As part of its efforts to halt the spread of the Omicron COVID-19 version, Iran has placed a 15-day travel ban on citizens from the United Kingdom, France, Norway and Denmark. Iran banned all entries from all four nations.
The ban was announced on state television on Sunday as the country cranked up its anti-virus surveillance. Iran is the hardest-hit nation by the COVID-19 in the Middle East, recording 6,184,762 infections with 131,400 fatalities.
According to the decision of the National Headquarters for Combating the COVID-19 and the Ministry of Interior, foreign nationals are forbidden from entering Iran for 15 days beginning today,” said Rohollah Latifi, a spokesman for Iran’s Customs.

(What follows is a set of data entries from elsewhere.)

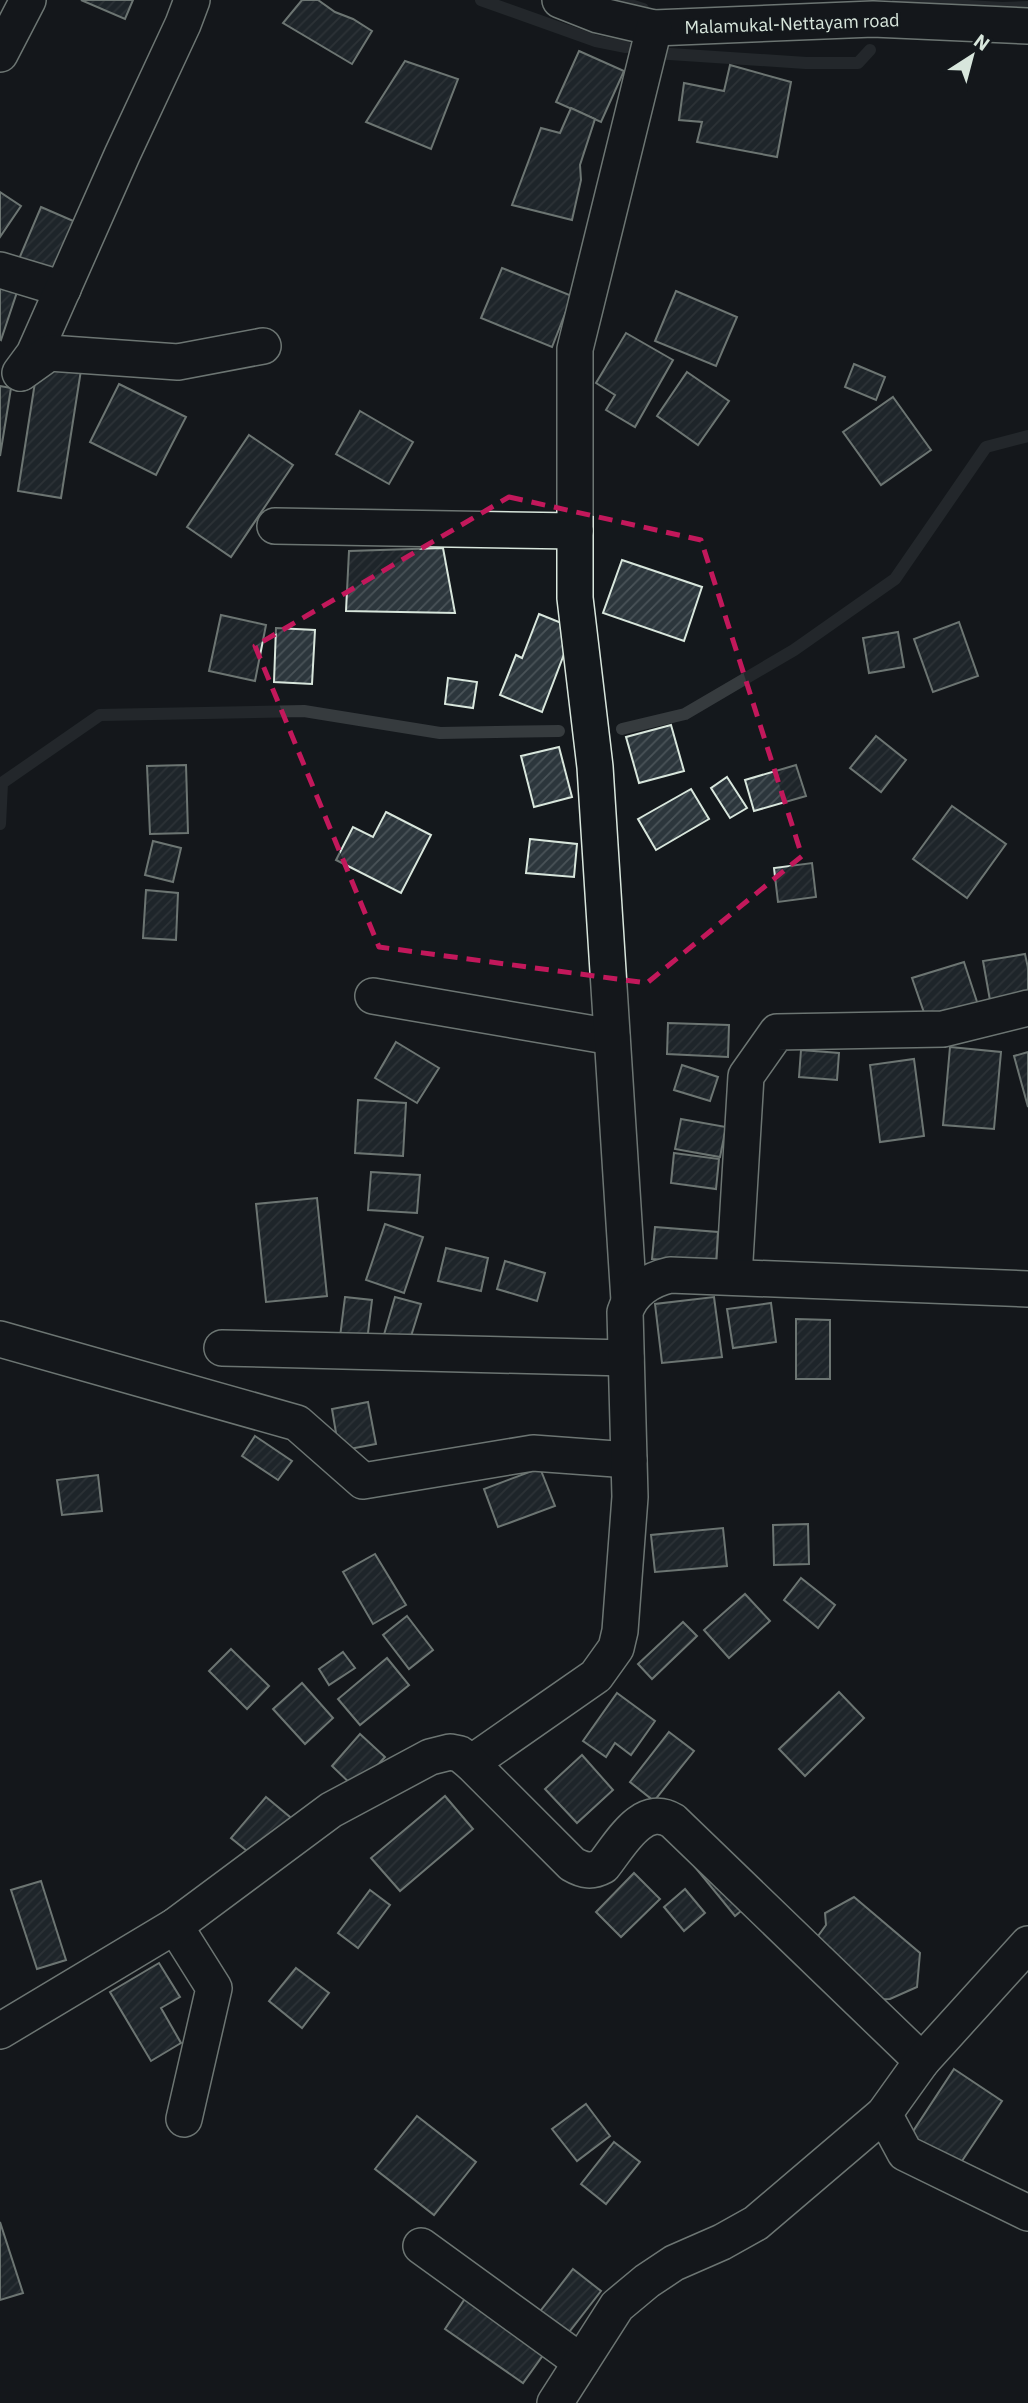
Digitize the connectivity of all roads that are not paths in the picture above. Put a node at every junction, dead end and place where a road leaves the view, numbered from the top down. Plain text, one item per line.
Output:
1 (28, 0) edge
2 (192, 0) edge
3 (560, 0) edge
4 (880, 9) edge
5 (1028, 26) edge
6 (654, 28) junction
7 (0, 54) edge
8 (0, 270) edge
9 (63, 289) junction
10 (263, 346) dead end
11 (10, 373) edge
12 (275, 526) dead end
13 (575, 531) junction
14 (373, 996) dead end
15 (1028, 1008) edge
16 (612, 1037) junction
17 (734, 1277) junction
18 (1028, 1289) edge
19 (629, 1301) junction
20 (0, 1339) edge
21 (222, 1348) dead end
22 (626, 1358) junction
23 (629, 1460) junction
24 (471, 1763) junction
25 (175, 1926) junction
26 (1028, 1944) edge
27 (0, 2031) edge
28 (922, 2062) junction
29 (884, 2114) junction
30 (184, 2119) dead end
31 (1028, 2213) edge
32 (421, 2246) dead end
33 (581, 2362) junction
34 (555, 2403) edge

1 - 7 street
2 - 9 street
3 - 6 street, Malamukal-Nettayam road
4 - 5 street, Malamukal-Nettayam road
4 - 6 street, Malamukal-Nettayam road
6 - 13 street
8 - 9 street
9 - 11 street
10 - 11 street
12 - 13 street
13 - 16 street
14 - 16 street
15 - 17 street
16 - 19 street
17 - 18 street
17 - 19 street
19 - 22 street
20 - 23 street
21 - 22 street
22 - 23 street
23 - 24 street
24 - 25 street
24 - 28 street
25 - 27 street
25 - 30 street
26 - 28 street
28 - 29 street
29 - 31 street
29 - 33 street
32 - 33 street
33 - 34 street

In the last week of November, the same ban was imposed on travellers coming from South Africa and seven other neighbouring countries, was also extended for 15 days.
Meanwhile, 14 verified cases of Omicron have been reported in Iran, the centre of the Middle East pandemic.
Despite this, media reports stated that detection kits were not widely distributed, and authorities have warned that a spread could occur in the coming weeks.
The nation has reported 131,400 deaths in five waves of COVID-19 since February 2020.
Nearly 51.3 million of Iran’s 85 million people have got all of their immunisation shots.
Even US airlines also cancelled their hundreds of flights sequentially for the third day due to a continuous spike of COVID-19 and a highly transferrable variant of Omicron. At the same time, cancellations are likely to impose, and 920 flights were delayed.
Tourists arrange travels during the Christmas vacations, which are frequently during peak air travel hours.
Despite this, the rapid spread of the Omicron form has increased in COVID-19 infections, leading airlines and cruise lines to cancel flights and confine pilots and staff.